第三の問題点は、調査対象数が数十例と少ないか、%でしか統計調査がないので、別の時期に統計を取ると、逆の結果が出かねないという点です。

実は、良心的な公衆衛生学の教科書には、「疫学には、偏り、交絡、偶然性がある」あるいは「一般に、データから関連性が観察されても、直ちに因果関係に結びつけられない」と記載されており、良心的な医学者は、疫学の限界を認識しているのです。今回引用されている疫学報告において、どのように、偏り、交絡、偶然性の観点からの検証が行われているかは明らかではありません。

これらの報告の一部において、受動喫煙した非喫煙者の方が能動喫煙者より心筋梗塞の減少効果が大きいとしていますが、仮に百歩譲って受動喫煙の影響があるとした場合、近年における受動喫煙の最大の被害者(?)は、喫煙の都度、喫煙室等に入ることによって、環境中たばこ煙(ETS)に曝されている喫煙者本人であるはずであり、それよりも受動喫煙の少ない非喫煙者の方が心筋梗塞の減少効果が大きいとは、なんとも合点(がてん)のいかない報告です。

上記のような問題点があることから、これらの疫学報告では、受動喫煙の法規制で心臓病が減少したとは言い切れないこと及び改めて疫学には限界があることについて指摘しましたが、読者におかれましては、この種の疫学報告の報道を読む際に、十分留意していただければと思います。なお、本シリーズ29で紹介したように、職場禁煙でも心筋梗塞による死亡・入院は減少しないとの注目すべき疫学報告も存在します。

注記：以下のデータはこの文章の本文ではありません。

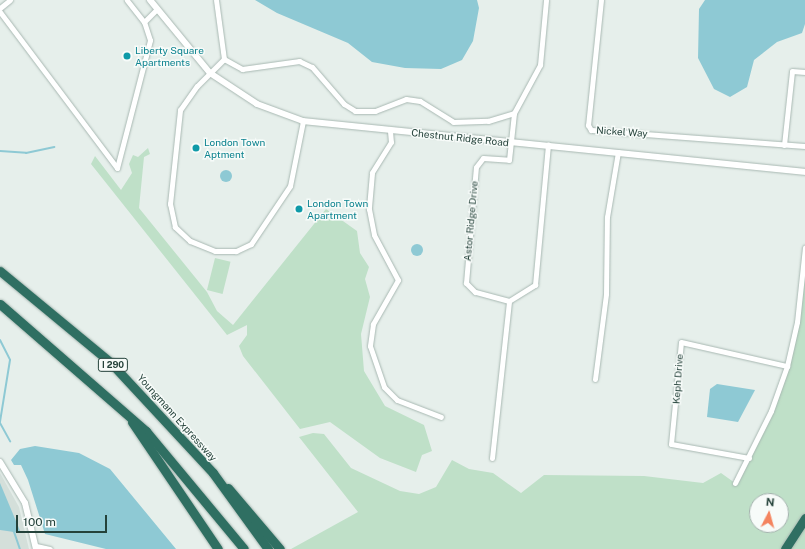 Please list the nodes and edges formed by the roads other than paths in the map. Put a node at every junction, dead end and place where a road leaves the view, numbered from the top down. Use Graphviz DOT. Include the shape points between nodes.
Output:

近年、夫からの受動喫煙を受けた非喫煙の妻が肺がんになるリスクが高くなるとの疫学論文が発表されるようになって、受動喫煙問題がクローズアップされるようになりました。

夫からの受動喫煙を受けた非喫煙の妻の肺がんになるリスクに関する疫学論文は、1981年から2003年までに49報ほど、発表されています(平山の論文もこの中に含まれています)。しかしながら、受動喫煙の影響が統計の誤差を超えて認められた論文(受動喫煙の影響が認められた論文)は、12%(6報)しかなく、88%(43報)の論文は、統計の誤差の範囲内(受動喫煙の影響が認められない論文)でした。つまり、受動喫煙による肺がんリスクは大部分の論文で認められていないということを意味しており、このような結論を覆すような追加論文は、その後も認められていません。

また、2010年9月28日には、「年間約6,800人が受動喫煙起因の肺がんと虚血性心疾患で死亡」との研究結果が、厚生労働省研究班によって発表されましたが、この受動喫煙による死亡者数の推計値は、受動喫煙による死亡数の上昇を報告する疫学研究結果によるリスク値を用いて、様々な仮定を置いて試算されたものであって、受動喫煙によってリスクが上昇する結果と上昇するとは言えない結果の両方があり、未だ科学的結論が得られていない中で行われた点で、問題のあるものです。

以上のとおり、受動喫煙による肺がんリスクは大部分の疫学論文で認められておらず、また、その他の受動喫煙の影響を調べた論文においても受動喫煙が有害であるとは一概には言えない状況であるにもかかわらず、世間では、いかにも受動喫煙の害が確定しているかのように報道されており、受動喫煙の防止のためということで、公共の場や職場の全面禁煙化が加速しつあることは憂慮に堪えません。

喫煙マナーを守ってくれれば、たばこを吸うのは構わないという人が80%以上いらっしゃる一方で、たばこの煙が苦手という人も存在しますので、受動喫煙問題への対処法としては、「喫煙マナーの遵守」と「分煙化」に尽きます。